As a medical student, Elizabeth S. Barnert, MD, MPH, MS, worked with families traumatized by separation in El Salvador and helped reunify them. During her pediatrics residency, she searched for that same intersection of violence, poverty and health – in the U.S. It led her straight to the juvenile legal system.
At a community-based health clinic for underserved populations, one of the patients she regularly treated was a teenage boy who was under court supervision. Her experiences with him and others cemented her interest not only in clinical care, but research to advocate for better policies for youth who had been through the juvenile justice system.
“The fundamental issue is not the one kid shoplifting from the liquor store. It's really our approach to childhood in the United States. And us not protecting childhood,” said Dr. Barnert, an associate professor of pediatrics at the David Geffen School of Medicine at UCLA.

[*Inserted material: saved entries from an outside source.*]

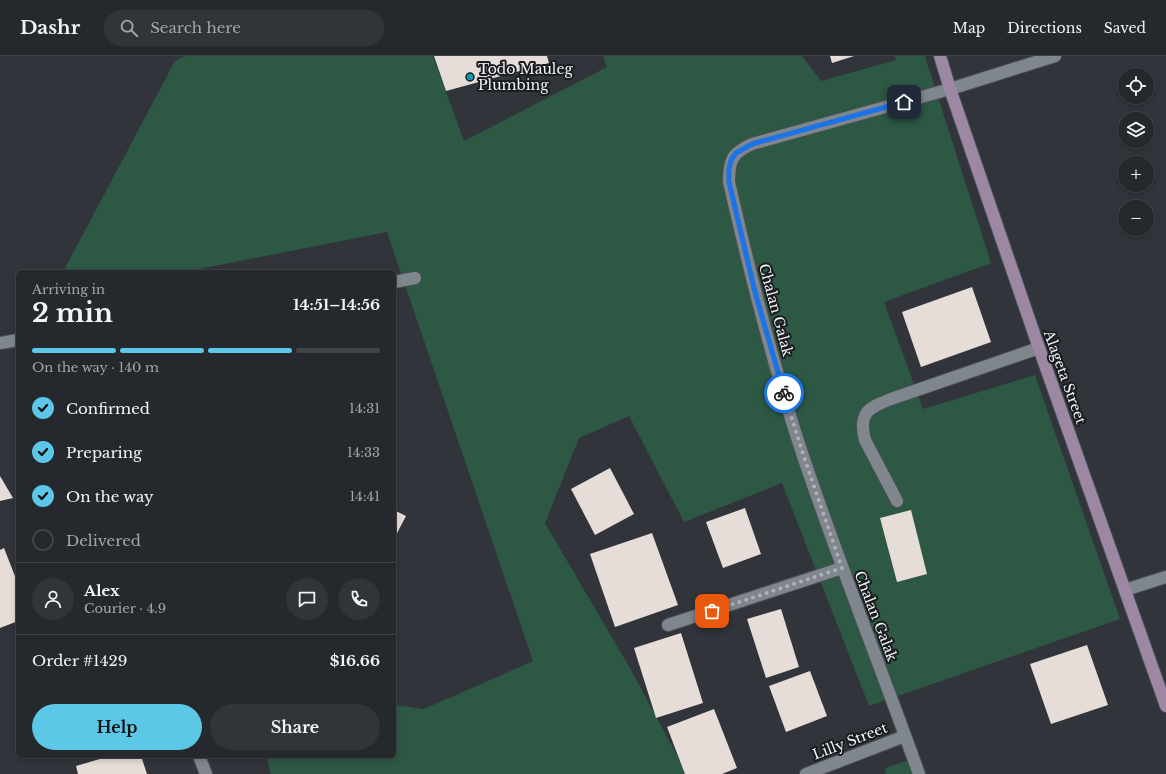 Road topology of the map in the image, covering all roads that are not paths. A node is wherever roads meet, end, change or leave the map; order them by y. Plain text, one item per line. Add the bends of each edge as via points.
1 (940, 56) edge
2 (1055, 56) edge
3 (950, 89) junction
4 (415, 278) dead end
5 (396, 282) edge
6 (16, 340) edge
7 (0, 343) edge
8 (1039, 348) junction
9 (897, 501) dead end
10 (842, 568) junction
11 (1166, 577) edge
12 (1126, 590) junction
13 (668, 625) dead end
14 (1166, 706) edge
15 (905, 736) junction
16 (201, 758) edge
17 (206, 774) edge
18 (806, 774) edge
19 (919, 774) edge

1 - 3 main road, Alageta Street
2 - 3 street, Chalan Galak
3 - 8 main road, Alageta Street
3 - 10 street, Chalan Galak via 752,144 736,153 730,164 729,182 755,292 804,457
4 - 5 street
6 - 7 street
8 - 9 street via 891,399 868,411 862,423 865,440
8 - 12 main road, Alageta Street
10 - 13 street
10 - 15 street, Chalan Galak
11 - 12 street
12 - 14 main road, Alageta Street
15 - 18 street, Lilly Street
15 - 19 street, Chalan Galak
16 - 17 street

Despite a 75% decline in the number of youth detained in juvenile justice centers over two decades, the United States still leads the industrialized world in locking up children – 27,600, as of 2022.

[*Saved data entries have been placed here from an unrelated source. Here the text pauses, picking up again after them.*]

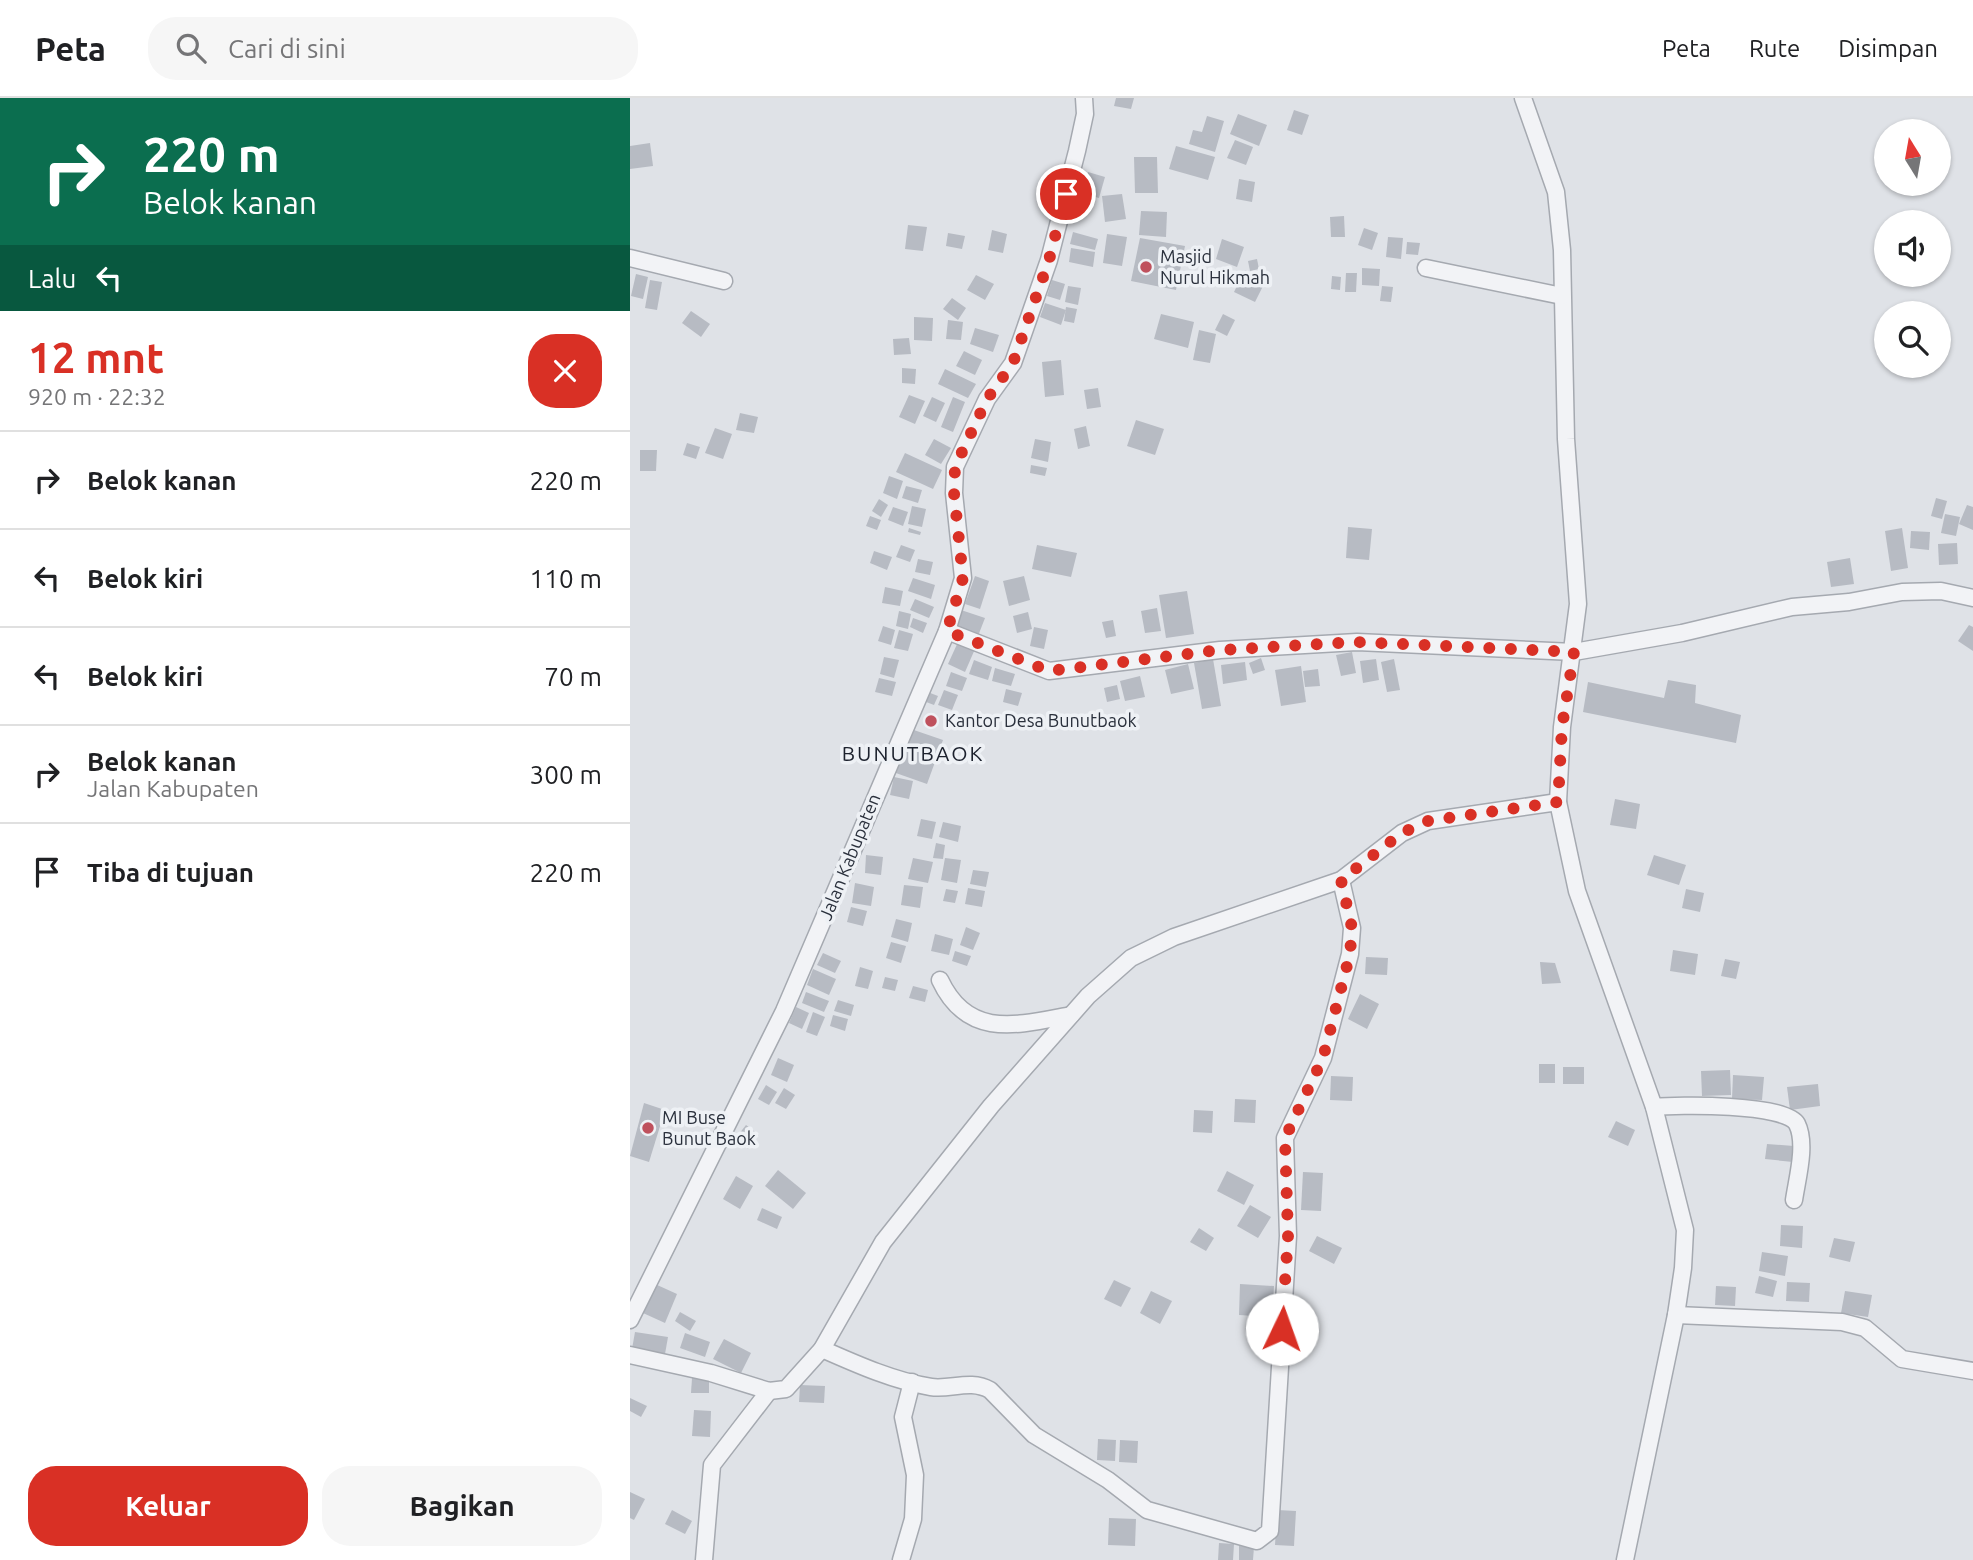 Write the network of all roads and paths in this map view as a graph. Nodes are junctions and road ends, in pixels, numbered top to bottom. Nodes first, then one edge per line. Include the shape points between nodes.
1 (1084, 98) edge
2 (1522, 98) edge
3 (630, 258) edge
4 (1426, 268) dead end
5 (723, 281) dead end
6 (1562, 296) junction
7 (1973, 598) edge
8 (947, 631) junction
9 (1574, 652) junction
10 (1558, 802) junction
11 (1341, 880) junction
12 (940, 980) dead end
13 (1072, 1016) junction
14 (1654, 1107) junction
15 (1794, 1200) dead end
16 (1676, 1315) junction
17 (630, 1320) edge
18 (822, 1349) junction
19 (630, 1355) edge
20 (1973, 1371) edge
21 (912, 1382) junction
22 (769, 1391) junction
23 (704, 1560) edge
24 (901, 1560) edge
25 (1625, 1560) edge

1 - 8 street, Jalan Kabupaten via 1077,151 1049,260 1013,363 987,399 955,467 963,578
2 - 6 street via 1556,192
3 - 5 street
4 - 6 street
6 - 9 street via 1578,604
7 - 9 street via 1941,591 1902,592 1792,607
8 - 9 street via 1049,671 1220,650 1357,642
8 - 17 street, Jalan Kabupaten via 785,1010
9 - 10 street via 1562,727
10 - 11 street via 1428,821 1402,833
10 - 14 street via 1577,891
11 - 13 street via 1174,937 1131,958
11 - 21 street via 1352,928 1350,954 1323,1058 1285,1138 1288,1236 1267,1537 1257,1541 1147,1510 1034,1435 981,1385 936,1388
12 - 13 street via 948,998 982,1022 1009,1026
13 - 18 street via 991,1106 883,1242
14 - 15 street via 1695,1103 1793,1119 1799,1127 1800,1154
14 - 16 street via 1685,1230
16 - 20 street via 1842,1322 1865,1328 1902,1359
16 - 25 street
18 - 21 street
18 - 22 street via 786,1389
19 - 22 street
21 - 24 street via 903,1417 915,1475 913,1519
22 - 23 street via 712,1465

“A lot of this comes down to policymaking and how we define our budgets,” said Dr. Barnert. “Are we putting our budgets into preventive services supporting pregnant women, early childhood education, adolescents doing well in school, adolescents getting the mental health care they need? Or are we waiting for them to fall through the cracks and putting our dollars into the juvenile legal system?”
In the community
Dr. Barnert cares for children at in a local juvenile detention center. Yet that is not where she and other pediatricians will mostly likely encounter children who are in the legal system, as Dr. Barnert noted in her recent article, Childhood Behind Bars.
Like the teenage boy she treated at the community clinic, most children in the legal system are not incarcerated, but at home and under court supervision.

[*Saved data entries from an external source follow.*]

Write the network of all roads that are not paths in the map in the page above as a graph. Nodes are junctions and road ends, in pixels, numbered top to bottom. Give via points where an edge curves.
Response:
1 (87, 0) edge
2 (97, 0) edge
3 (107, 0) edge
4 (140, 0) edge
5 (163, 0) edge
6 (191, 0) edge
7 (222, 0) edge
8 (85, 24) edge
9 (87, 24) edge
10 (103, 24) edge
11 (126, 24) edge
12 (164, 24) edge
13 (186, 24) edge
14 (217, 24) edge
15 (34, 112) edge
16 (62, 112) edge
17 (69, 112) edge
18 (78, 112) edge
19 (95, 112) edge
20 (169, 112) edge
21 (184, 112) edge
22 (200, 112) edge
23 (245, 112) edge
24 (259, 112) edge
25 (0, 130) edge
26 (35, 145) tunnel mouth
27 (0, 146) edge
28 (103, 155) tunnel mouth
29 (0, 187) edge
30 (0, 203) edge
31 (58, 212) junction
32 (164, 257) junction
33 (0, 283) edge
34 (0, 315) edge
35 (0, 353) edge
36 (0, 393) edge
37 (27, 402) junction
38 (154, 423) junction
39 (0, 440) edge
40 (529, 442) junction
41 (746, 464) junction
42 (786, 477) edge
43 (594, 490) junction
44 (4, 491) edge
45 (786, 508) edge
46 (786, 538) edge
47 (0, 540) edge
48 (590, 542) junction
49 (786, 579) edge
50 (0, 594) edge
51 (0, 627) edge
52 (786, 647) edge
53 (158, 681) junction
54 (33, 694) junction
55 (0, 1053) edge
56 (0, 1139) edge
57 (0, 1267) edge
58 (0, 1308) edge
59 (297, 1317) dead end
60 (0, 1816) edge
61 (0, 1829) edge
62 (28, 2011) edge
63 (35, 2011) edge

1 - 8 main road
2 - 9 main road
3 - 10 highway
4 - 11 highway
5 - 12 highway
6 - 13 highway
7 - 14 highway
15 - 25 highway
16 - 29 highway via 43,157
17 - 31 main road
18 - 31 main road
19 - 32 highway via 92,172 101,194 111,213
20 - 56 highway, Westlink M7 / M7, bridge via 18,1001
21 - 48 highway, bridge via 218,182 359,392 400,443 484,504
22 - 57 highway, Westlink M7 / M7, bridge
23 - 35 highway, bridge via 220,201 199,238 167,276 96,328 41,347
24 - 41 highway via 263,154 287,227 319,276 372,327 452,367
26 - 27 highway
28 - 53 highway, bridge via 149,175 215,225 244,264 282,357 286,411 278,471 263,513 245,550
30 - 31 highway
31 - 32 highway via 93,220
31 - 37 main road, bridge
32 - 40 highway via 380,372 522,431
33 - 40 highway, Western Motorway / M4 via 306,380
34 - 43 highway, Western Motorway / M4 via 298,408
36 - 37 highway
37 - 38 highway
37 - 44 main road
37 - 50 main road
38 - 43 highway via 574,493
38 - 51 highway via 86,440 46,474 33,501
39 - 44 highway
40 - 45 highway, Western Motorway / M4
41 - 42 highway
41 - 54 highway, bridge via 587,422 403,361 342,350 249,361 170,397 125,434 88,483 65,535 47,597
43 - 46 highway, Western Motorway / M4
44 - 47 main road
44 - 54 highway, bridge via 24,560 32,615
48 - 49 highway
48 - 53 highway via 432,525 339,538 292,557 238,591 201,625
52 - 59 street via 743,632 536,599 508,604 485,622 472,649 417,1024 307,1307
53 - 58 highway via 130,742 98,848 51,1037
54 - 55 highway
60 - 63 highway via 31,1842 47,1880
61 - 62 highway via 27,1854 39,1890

“This is a big issue that most of us haven't wrapped our head around,” she said. “The data show that juvenile justice involvement is harmful to health. However, the kids actually get health care when they're there.
“But for the 80% in the community, there's actually no health care touch point. The kids are experiencing the stress of court involvement and the associated health risks of whatever risky behaviors led them to conflict with the law in the first place.”
Dr. Barnert was encouraged by recent reforms in Medicaid, which go into effect in January 2025. Youth who spent time in a juvenile confinement facility will be provided Medicaid services for several weeks after they're released. She believes this is a step toward disrupting the cycle of incarceration.
Dr. Barnert was co-leader of the American Pediatric Society's issue of the year: improving the care of youth in custody. It was an effort to counteract how correctional health has splintered off, the province of a small group of doctors and nurse practitioners who are already familiar with the system.
The reality is that children who are detained largely receive their non-primary health care outside of incarceration facilities.
“Whenever kids who are in confinement need to see a specialist, go to the emergency room or need to be hospitalized, that is happening in the community,” said Dr. Barnert, adding that more pediatricians should be aware that their patients may be involved in the juvenile legal system. “So, we need to stop ignoring these hidden children and embrace them as an important pediatric population.”
In addition, Dr. Barnert has been working on how to incorporate juvenile justice into medical education. Given that most trainees do not get exposure to children in custody, or even learn about the juvenile legal system, she has been in discussions with the American Board of Pediatrics about how best to formulate questions on the subject for board examinations.
Age limits
In 2018, Dr. Barnert’s research and advocacy helped California pass a minimum age law: children under age 12 cannot be prosecuted in the juvenile legal system (with exclusions for homicide and forcible rape). That is still not the case in many parts of the country, despite extensive research on children’s cognitive development and decision making.
Dr. Barnert worked with UCLA professor of social welfare, Laura Abrams, on the need for a minimum age of juvenile delinquency jurisdiction, arguing children below a certain age are just too young.
“It's incompatible with child development, with healthy development, to lock up an 8-year-old,” said Dr. Barnert. “I'm actually spending time saying this because we don't have minimum ages in many states, and in many states, the minimum ages are too low when you think about it from a developmental perspective.”
In addition, there is still a pathway for prosecuting a child as an adult in all 50 states. Recent legislation in California made it harder to do that, requiring a hearing and a formal decision to treat the child as an adult. Related to that, 1 in 10 children nationwide were incarcerated in adult facilities.
The majority of children in the legal system are adolescents – 15, 16, 17 -- and Dr. Barnert continues to advocate for a system that is developmentally aligned, including peer-to-peer interactions, access to their families, and educational and vocational support.
“Adolescent and developmental science has been huge,” said Dr. Barnert. “It's been really encouraging that policymakers have been responsive to brain science and understanding that the frontal lobe of our brains doesn't fully form until age 25.
“A lot of what we do in the field of juvenile justice is to remind people that these are kids, and we need to treat them as such if we want to have a healthier society and to have optimal public safety.”